Time Warner and Comcast argue in their application to merge that their combination would not be anti-competitive, because the two companies don’t compete. True, they have monopolies in their coverage areas, but they do compete for municipal contracts. Maybe if we had true competition within cable markets the prices would come down.

Consumers obviously stand to lose if the Time Warner-Comcast marriage takes place, but so does the business sector. As U.S. Rep. Chellie Pingree, D-Maine, wrote in an email to Attorney General Eric Holder, “a merger of the two largest cable companies in the United States would be a bad deal for consumers, leading to less competition and likely higher prices for subscribers.

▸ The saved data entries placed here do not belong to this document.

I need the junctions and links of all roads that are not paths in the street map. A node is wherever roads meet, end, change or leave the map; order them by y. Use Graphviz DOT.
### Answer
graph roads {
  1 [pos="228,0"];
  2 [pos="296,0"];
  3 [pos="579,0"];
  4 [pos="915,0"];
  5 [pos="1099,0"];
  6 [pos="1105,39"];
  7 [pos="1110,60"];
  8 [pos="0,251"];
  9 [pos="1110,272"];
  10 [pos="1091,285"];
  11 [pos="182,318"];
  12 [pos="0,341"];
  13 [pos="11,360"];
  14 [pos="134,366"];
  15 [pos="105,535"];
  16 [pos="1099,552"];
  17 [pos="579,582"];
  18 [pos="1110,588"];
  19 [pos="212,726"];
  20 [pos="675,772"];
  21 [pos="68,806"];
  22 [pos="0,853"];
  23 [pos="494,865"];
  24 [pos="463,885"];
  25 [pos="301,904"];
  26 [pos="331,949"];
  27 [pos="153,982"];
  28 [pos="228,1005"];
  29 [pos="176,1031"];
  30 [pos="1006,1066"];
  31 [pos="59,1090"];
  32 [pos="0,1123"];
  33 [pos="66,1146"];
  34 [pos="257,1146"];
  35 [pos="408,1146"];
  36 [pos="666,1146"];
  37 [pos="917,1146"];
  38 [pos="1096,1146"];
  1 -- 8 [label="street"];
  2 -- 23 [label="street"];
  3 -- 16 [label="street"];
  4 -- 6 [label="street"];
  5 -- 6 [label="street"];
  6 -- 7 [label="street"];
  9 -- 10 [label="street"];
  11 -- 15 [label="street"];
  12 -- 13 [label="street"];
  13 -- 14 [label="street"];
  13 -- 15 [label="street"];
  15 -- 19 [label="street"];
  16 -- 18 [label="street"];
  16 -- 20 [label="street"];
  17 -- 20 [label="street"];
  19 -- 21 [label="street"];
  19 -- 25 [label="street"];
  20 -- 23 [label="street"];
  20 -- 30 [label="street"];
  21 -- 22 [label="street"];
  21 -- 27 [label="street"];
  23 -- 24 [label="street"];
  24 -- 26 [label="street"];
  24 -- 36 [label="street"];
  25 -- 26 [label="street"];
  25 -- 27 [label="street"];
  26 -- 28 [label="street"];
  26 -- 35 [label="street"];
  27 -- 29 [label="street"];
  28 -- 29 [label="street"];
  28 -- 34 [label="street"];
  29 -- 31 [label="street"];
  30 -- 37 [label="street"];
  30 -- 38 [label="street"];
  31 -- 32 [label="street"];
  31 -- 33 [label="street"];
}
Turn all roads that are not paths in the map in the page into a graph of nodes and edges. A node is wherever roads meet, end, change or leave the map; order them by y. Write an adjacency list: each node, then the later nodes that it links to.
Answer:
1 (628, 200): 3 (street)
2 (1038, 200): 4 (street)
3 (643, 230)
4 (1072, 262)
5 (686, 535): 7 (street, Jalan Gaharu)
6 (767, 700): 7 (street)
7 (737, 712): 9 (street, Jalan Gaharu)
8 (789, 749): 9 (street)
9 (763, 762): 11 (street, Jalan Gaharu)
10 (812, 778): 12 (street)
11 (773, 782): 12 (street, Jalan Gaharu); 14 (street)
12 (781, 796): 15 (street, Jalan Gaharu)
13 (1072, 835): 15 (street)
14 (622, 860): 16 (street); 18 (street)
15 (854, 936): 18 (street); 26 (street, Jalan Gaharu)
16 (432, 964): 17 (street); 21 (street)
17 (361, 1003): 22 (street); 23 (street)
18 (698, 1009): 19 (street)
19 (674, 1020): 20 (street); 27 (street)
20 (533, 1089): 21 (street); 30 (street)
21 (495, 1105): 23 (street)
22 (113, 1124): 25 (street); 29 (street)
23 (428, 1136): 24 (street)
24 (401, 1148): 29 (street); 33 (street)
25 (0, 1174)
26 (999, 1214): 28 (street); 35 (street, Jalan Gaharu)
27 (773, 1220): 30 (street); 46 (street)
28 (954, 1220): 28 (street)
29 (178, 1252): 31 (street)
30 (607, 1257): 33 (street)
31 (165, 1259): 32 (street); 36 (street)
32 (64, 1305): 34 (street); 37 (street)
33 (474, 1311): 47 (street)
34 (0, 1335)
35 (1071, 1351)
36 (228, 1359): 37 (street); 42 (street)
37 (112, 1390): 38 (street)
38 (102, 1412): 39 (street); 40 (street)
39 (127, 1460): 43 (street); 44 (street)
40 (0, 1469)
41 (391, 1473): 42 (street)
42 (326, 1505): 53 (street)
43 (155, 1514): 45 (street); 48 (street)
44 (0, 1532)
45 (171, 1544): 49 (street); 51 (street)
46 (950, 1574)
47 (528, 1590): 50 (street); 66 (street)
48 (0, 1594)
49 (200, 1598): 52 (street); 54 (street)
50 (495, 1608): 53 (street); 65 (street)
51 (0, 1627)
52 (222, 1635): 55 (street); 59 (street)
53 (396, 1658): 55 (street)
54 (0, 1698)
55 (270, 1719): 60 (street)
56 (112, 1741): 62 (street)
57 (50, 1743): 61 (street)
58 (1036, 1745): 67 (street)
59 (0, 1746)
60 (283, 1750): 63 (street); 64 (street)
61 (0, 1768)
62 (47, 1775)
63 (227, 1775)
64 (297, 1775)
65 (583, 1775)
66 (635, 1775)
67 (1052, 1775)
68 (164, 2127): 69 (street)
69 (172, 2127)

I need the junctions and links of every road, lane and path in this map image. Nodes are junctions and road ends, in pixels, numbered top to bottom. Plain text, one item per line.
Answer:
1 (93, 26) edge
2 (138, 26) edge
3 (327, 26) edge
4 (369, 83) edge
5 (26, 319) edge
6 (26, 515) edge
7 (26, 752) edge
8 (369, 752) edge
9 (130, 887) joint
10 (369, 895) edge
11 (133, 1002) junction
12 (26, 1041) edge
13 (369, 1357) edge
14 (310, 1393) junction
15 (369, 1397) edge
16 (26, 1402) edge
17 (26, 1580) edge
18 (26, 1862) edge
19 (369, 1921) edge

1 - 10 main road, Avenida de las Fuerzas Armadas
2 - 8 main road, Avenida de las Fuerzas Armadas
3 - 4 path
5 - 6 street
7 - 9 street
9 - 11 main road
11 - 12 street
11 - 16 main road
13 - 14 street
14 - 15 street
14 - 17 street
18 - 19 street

And a combined Comcast-Time Warner would be in a position to slow or even block Internet traffic from content providers like Netflix or Hulu if the cable company decided they didn’t want the competition.”

Netflix has filed a petition to deny the merger, as have the Rural Broadband Association, DISH Network, Cogent Communications, Frontier Communications and Sinclair Broadcast Group.

“If the Comcast and Time Warner Cable merger is approved, the combined company’s footprint will pass over 60 percent of U.S. broadband households, after the proposed divestiture, with most of those homes having Comcast as the only option for truly high-speed broadband,” Netflix CEO Reed Hastings complained.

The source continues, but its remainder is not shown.